Welcome to the Finger Lakes! Our theme song:


In a town this size, there's no place to hide
Everywhere you go, you meet someone you know...
In a smokey bar, in the backseat of your car
In your own little house, someone's sure to find you out
What you do and what you think
What you eat and what you drink...

(Kieran Kane)

Wednesday, June 22, 2011

Definitive "fracking jobs" analysis


Fracking opponents want you to believe that gas drilling won't help Upsate's dying economy.  CNY blogger Unlikely Hospitalist has researched the economic benefits of hydrofracking currently being enjoyed by our neighbors in Pennsylvania.   The data is overwhelming.
Last month, the Pennsylvania Department of Labor and Industry published a report that showed a nearly 1300% increase in core Marcellus industry jobs in the Northern Tier counties of Bradford, Sullivan, Susquehanna, Tioga and Wyoming since 2008." That nearly 48,000 people have been hired in the last year by industries related to drilling in the Marcellus Shale formation, and 71% of those people were Pennsylvania residents".
This report was good news to everyone but the organized opposition to hydraulic fracturing...
The Finger Lakes'  "organized opposition to hydraulic fracturing" gang dominates the conversation in every venue.  For instance, this Saturday's Frackingstock event at Ithaca College:
The Epic No Frack Event will take place from 8 a.m. to 11 p.m. at the Whalen Center, Ford Hall and Campus Center.
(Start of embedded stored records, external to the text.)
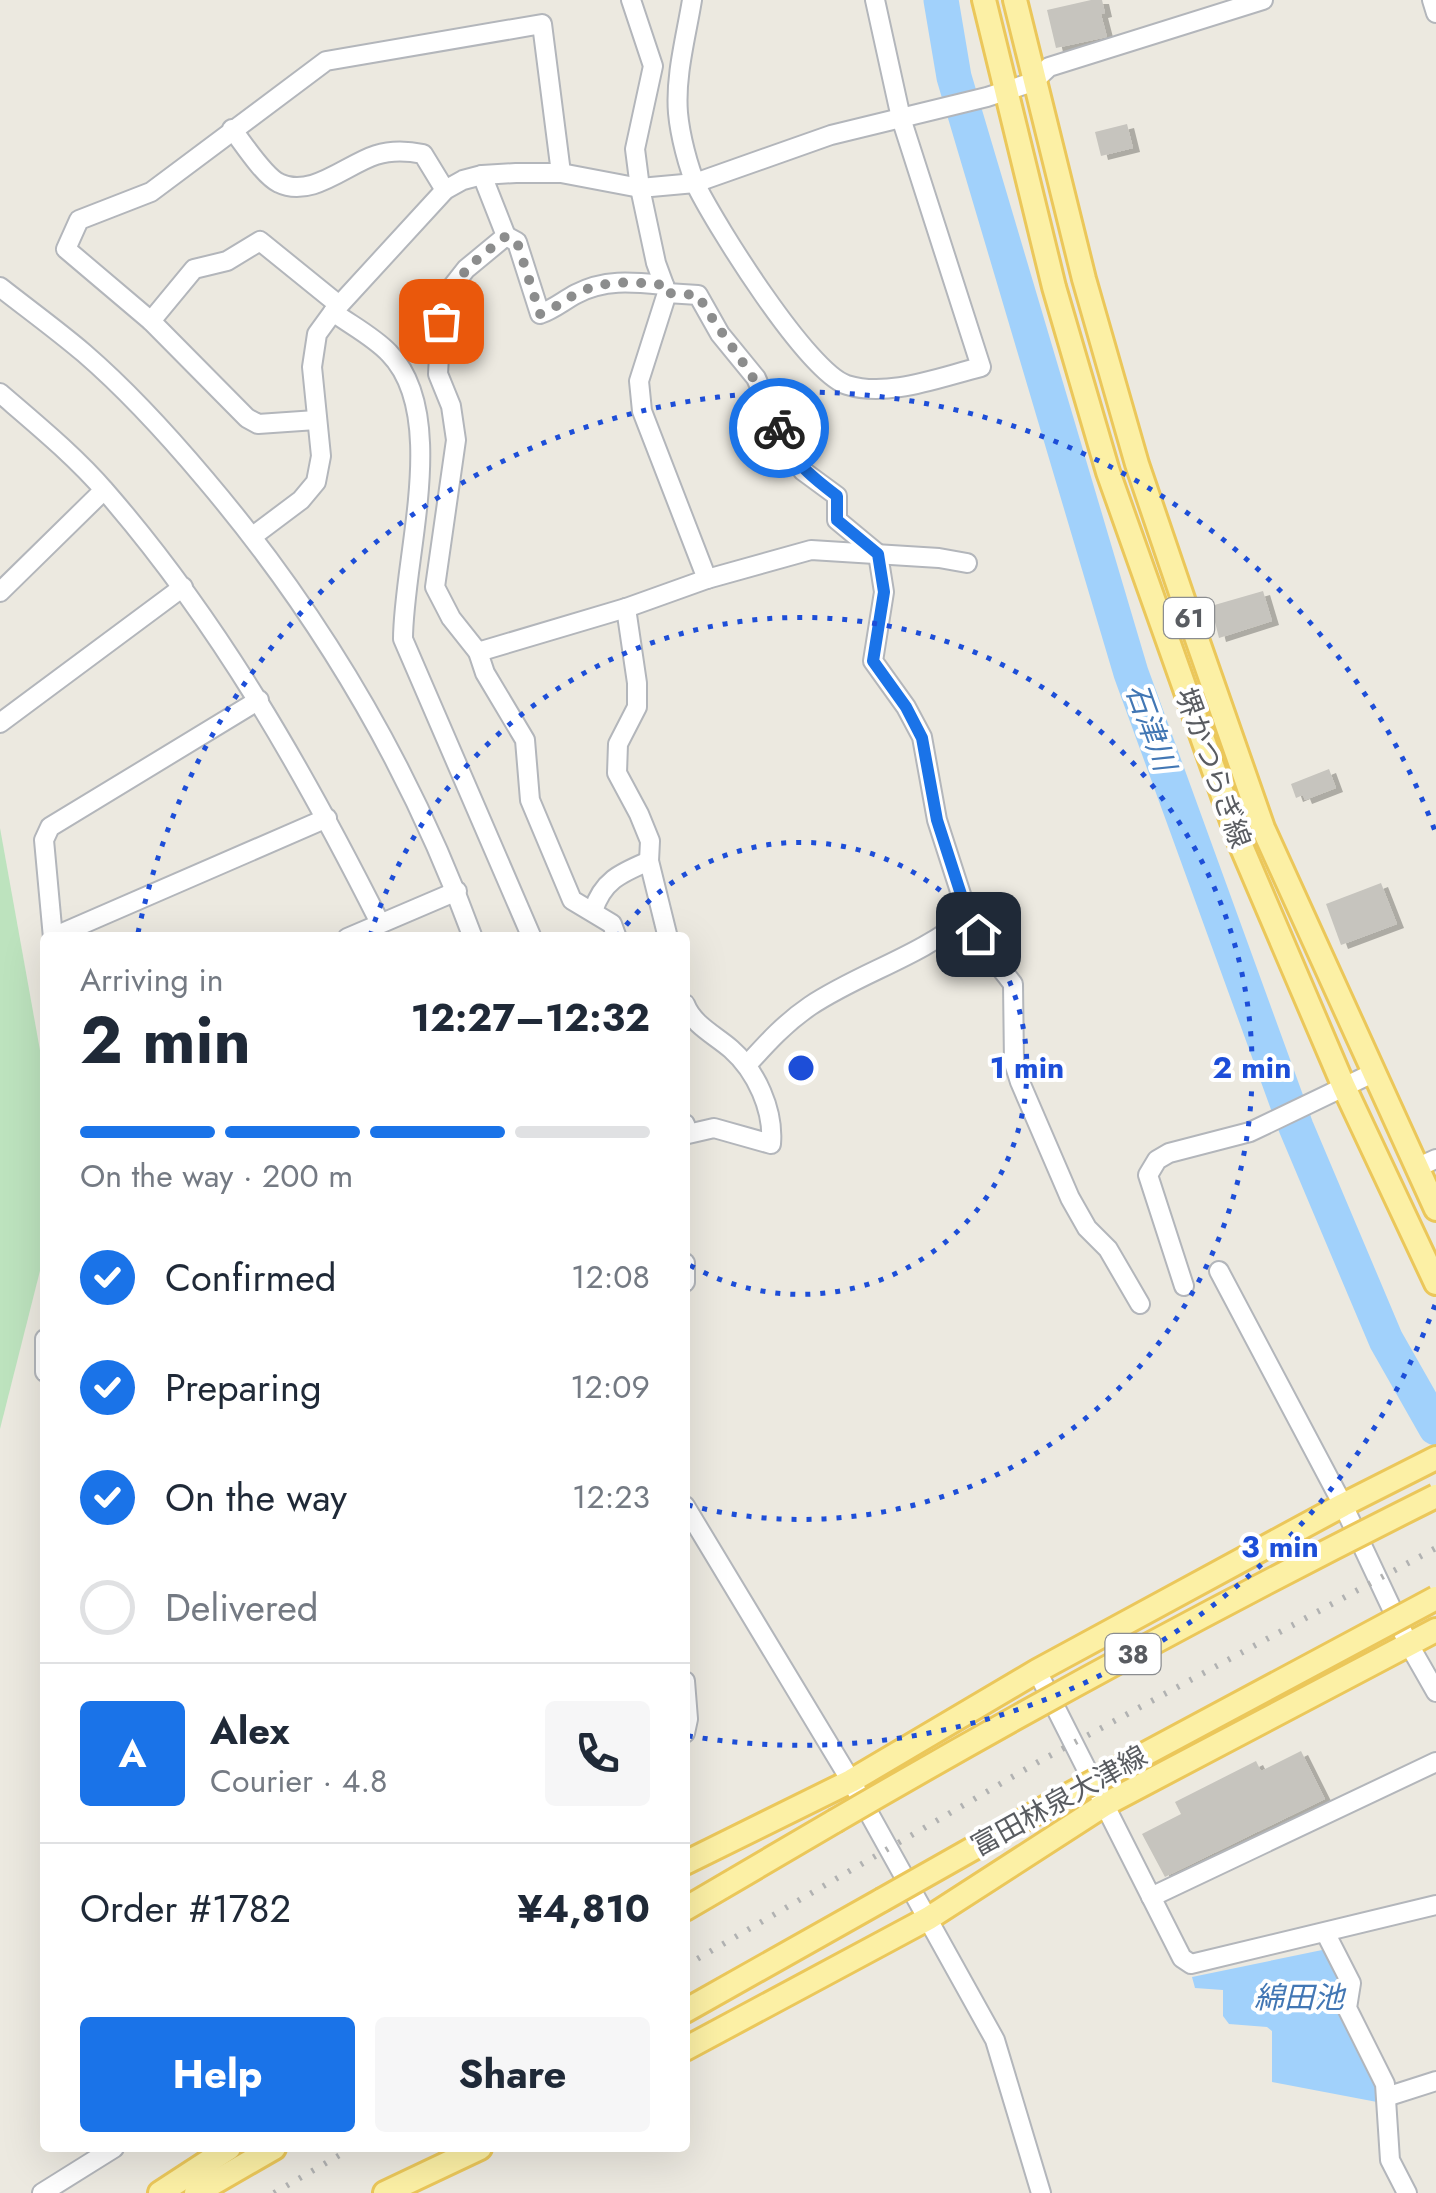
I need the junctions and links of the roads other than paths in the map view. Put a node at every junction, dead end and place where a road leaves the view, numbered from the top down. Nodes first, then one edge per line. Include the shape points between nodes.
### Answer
1 (631, 0) edge
2 (692, 0) edge
3 (875, 0) edge
4 (984, 0) edge
5 (1015, 0) edge
6 (1263, 0) edge
7 (1432, 0) edge
8 (1436, 13) edge
9 (1033, 82) junction
10 (1004, 91) junction
11 (902, 118) junction
12 (232, 129) junction
13 (561, 173) junction
14 (482, 174) junction
15 (695, 183) junction
16 (640, 188) junction
17 (445, 190) junction
18 (506, 236) junction
19 (0, 287) edge
20 (665, 289) junction
21 (336, 308) junction
22 (151, 321) junction
23 (1, 397) edge
24 (316, 420) junction
25 (104, 490) junction
26 (253, 536) junction
27 (878, 554) junction
28 (966, 563) dead end
29 (707, 578) junction
30 (183, 587) junction
31 (0, 592) edge
32 (626, 608) junction
33 (478, 652) junction
34 (259, 700) junction
35 (0, 723) edge
36 (327, 818) junction
37 (650, 861) junction
38 (456, 892) junction
39 (593, 911) junction
40 (968, 916) junction
41 (380, 923) junction
42 (53, 932) edge
43 (65, 932) edge
44 (360, 932) edge
45 (471, 932) edge
46 (529, 932) edge
47 (615, 932) edge
48 (667, 932) edge
49 (690, 1011) edge
50 (747, 1065) junction
51 (1373, 1073) junction
52 (1333, 1092) junction
53 (690, 1134) edge
54 (1426, 1163) edge
55 (1436, 1209) edge
56 (1219, 1271) dead end
57 (1436, 1284) edge
58 (1184, 1286) dead end
59 (1140, 1304) dead end
60 (1436, 1458) edge
61 (1436, 1496) edge
62 (1343, 1505) junction
63 (690, 1514) edge
64 (1436, 1598) edge
65 (1436, 1630) edge
66 (1408, 1644) junction
67 (1037, 1672) junction
68 (1436, 1692) edge
69 (1436, 1762) edge
70 (851, 1781) junction
71 (1104, 1805) junction
72 (690, 1861) edge
73 (1151, 1897) junction
74 (690, 1906) edge
75 (1435, 1907) edge
76 (929, 1918) junction
77 (1326, 1934) junction
78 (690, 2008) edge
79 (690, 2046) edge
80 (1436, 2081) edge
81 (1386, 2098) junction
82 (108, 2152) edge
83 (223, 2152) edge
84 (267, 2152) edge
85 (439, 2152) edge
86 (472, 2152) edge
87 (42, 2193) edge
88 (160, 2193) edge
89 (196, 2193) edge
90 (369, 2193) edge
91 (385, 2193) edge
92 (1041, 2193) edge
93 (1407, 2193) edge

1 - 16 street via 653,66 635,150
2 - 15 street via 678,115
3 - 11 street
4 - 10 main road, 堺かつらぎ線 / 61
5 - 9 main road, 堺かつらぎ線 / 61
6 - 9 street via 1049,67
7 - 8 street
9 - 10 street
9 - 51 main road, 堺かつらぎ線 / 61 via 1137,464 1182,599 1263,828
10 - 11 street
10 - 52 main road, 堺かつらぎ線 / 61 via 1108,472
11 - 15 street via 830,135
11 - 15 street via 981,367 880,390 841,384 768,304
12 - 13 street via 326,60 542,24
12 - 17 street via 276,182 292,187 403,151 424,154
12 - 22 street via 151,192 79,220 66,249
13 - 14 street
13 - 16 street
14 - 17 street
14 - 18 street
15 - 16 street
16 - 20 street
17 - 21 street
18 - 20 street via 517,242 540,314 611,280
18 - 33 street via 451,288 436,356 456,440 434,587
19 - 26 street via 98,367
20 - 27 street via 698,295 756,378 787,449 803,471 837,496 837,520
20 - 29 street via 639,381 642,410
21 - 22 street via 260,241 226,261 194,269
21 - 24 street via 314,347
21 - 46 street via 389,353 414,398 420,467 404,639
22 - 24 street via 248,418 258,424
23 - 25 street
24 - 26 street via 316,482
25 - 30 street
25 - 31 street
26 - 38 street via 335,651 396,760
27 - 28 street
27 - 29 street via 811,550
27 - 40 street via 884,592 873,661 922,738 937,820
29 - 32 street
30 - 34 street
30 - 35 street
32 - 33 street
32 - 37 street via 637,707 618,744 616,773 640,814
33 - 39 street via 525,740 530,800 556,869 572,900
34 - 36 street
34 - 42 street via 50,828 44,840
36 - 41 street
36 - 43 street
37 - 39 street via 617,874 600,891
37 - 48 street
38 - 41 street
38 - 45 street
39 - 47 street
40 - 50 street via 814,1004 779,1029
40 - 59 street via 1013,984 1014,1063 1070,1198
41 - 44 street
49 - 50 street
50 - 53 street via 766,1104 770,1144 714,1128
51 - 52 street
51 - 54 main road, 堺かつらぎ線 / 61
52 - 57 main road, 堺かつらぎ線 / 61
52 - 58 street via 1250,1132 1156,1160 1148,1175
54 - 55 main road, 堺かつらぎ線 / 61
56 - 62 street
60 - 62 main road
61 - 74 main road, 38, bridge via 942,1758
62 - 66 street
62 - 67 main road
63 - 70 street
64 - 78 main road, 富田林泉大津線, bridge
65 - 66 main road
66 - 68 street
66 - 71 main road
67 - 70 main road
67 - 71 street
69 - 73 street
70 - 72 main road
70 - 76 street
71 - 73 street
71 - 76 main road
73 - 77 street via 1191,1964
75 - 77 street
76 - 79 main road
76 - 92 street via 995,2040
77 - 81 street via 1352,1983 1348,2008
80 - 81 street
81 - 93 street via 1390,2160
82 - 87 street
83 - 88 main road
84 - 89 main road
85 - 90 main road
86 - 91 main road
A number of speakers will discuss hydraulic fracturing, including Sandra Steingraber, Ithaca College professor and author of "Raising Elijah: Protecting Our Children in an Age of Environmental Crisis." Other speakers include an EPA whistleblower and several filmmakers.
"Fracking is the biggest threat to environmental health in this area of upstate New York that I've ever come across in 20 years of looking at public health threats," Steingraber said. "Happily, because we have a temporary moratorium here, New York is alone in kind of pushing the pause button. So we have some time to ask ourselves whether this is something that we want to permit or prohibit."
We note that Professor Steingraber already has a job.  She and her accomplices are working overtime to make sure nobody else does.  

We assume that the fossil-fuel-opposing celebrants at Saturday's festivities will be be walking up the hill to Ithaca College, where they will then toss their iPhones and laptops into the recycling bin.